Kirchen rufen Politik zu weiteren Reformen auf

Berlin (epd). Zum Beginn der neuen Legislaturperiode des Bundestags haben die beiden großen Kirchen die Politiker aufgerufen, in ihrer Reformbereitschaft nicht nachzulassen. Das Vertrauen in den Sinn und die Kraft von Reformen müsse gestärkt werden, sagte der Ratsvorsitzende der Evangelischen Kirche in Deutschland, Bischof Wolfgang Huber, am Dienstag in einem ökumenischen Gottesdienst in der Berliner Französischen Friedrichstadtkirche anlässlich der konstituierenden Sitzung des Bundestags.

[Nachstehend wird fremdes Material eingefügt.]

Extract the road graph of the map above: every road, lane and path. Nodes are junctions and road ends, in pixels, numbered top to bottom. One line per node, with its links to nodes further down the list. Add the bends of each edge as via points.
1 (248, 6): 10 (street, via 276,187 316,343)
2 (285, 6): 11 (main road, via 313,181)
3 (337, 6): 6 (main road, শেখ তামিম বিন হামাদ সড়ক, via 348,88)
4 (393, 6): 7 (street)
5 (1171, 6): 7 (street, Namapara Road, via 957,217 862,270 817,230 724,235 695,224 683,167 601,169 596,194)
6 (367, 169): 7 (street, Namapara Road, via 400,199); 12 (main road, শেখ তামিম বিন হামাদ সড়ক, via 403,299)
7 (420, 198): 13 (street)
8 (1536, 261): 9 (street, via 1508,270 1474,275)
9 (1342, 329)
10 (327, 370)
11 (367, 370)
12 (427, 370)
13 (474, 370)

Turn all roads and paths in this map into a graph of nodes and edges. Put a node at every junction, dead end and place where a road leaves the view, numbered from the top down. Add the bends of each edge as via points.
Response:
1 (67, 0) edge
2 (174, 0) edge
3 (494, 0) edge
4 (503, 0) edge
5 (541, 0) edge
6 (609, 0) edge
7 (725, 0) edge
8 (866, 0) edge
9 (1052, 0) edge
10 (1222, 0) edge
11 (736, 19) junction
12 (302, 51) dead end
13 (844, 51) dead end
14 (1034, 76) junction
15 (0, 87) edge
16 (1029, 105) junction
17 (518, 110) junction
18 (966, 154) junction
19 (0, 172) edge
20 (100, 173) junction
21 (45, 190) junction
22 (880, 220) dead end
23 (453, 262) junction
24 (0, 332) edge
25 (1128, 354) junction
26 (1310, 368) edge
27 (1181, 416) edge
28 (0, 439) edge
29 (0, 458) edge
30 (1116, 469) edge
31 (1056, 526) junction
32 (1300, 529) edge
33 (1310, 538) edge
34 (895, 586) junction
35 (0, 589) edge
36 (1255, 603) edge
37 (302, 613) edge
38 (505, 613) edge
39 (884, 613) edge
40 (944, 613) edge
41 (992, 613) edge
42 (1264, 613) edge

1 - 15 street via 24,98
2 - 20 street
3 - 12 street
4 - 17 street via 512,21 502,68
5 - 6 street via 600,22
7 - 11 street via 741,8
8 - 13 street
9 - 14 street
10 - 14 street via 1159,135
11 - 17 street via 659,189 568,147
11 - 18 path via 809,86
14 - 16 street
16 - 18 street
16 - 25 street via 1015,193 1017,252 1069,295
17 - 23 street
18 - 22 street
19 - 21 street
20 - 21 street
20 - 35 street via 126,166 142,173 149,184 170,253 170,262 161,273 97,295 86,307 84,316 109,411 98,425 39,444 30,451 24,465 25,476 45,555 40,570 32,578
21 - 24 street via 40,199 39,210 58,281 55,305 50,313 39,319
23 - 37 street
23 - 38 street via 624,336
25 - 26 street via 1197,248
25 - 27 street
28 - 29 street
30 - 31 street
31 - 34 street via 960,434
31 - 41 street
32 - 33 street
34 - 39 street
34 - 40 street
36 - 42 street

Es gehe in diesen Zeiten besonders darum, die großen Wandlungen und Herausforderungen mutig wahrzunehmen, sagte der Vorsitzende der katholischen Deutschen Bischofskonferenz, Kardinal Karl Lehmann, in dem Gottesdienst. Der rechte Zeitpunkt für Reformen dürfe nicht verpasst werden. Dabei solle die Politik auch die «fundamentalen Verschiebungen im globalen Gefüge von Völkern und Volkswirtschaften im Auge behalten».

Huber wies auf die Verantwortung der Politiker hin. Die Zeit des Wahlkampfs sei zu Ende, jetzt gehe es um die gemeinsame Arbeit um der Menschen willen. An der Verantwortung für das Wohl der Menschen und für den Frieden hätten alle teil, unabhängig wer die Regierung und wer die Opposition stelle.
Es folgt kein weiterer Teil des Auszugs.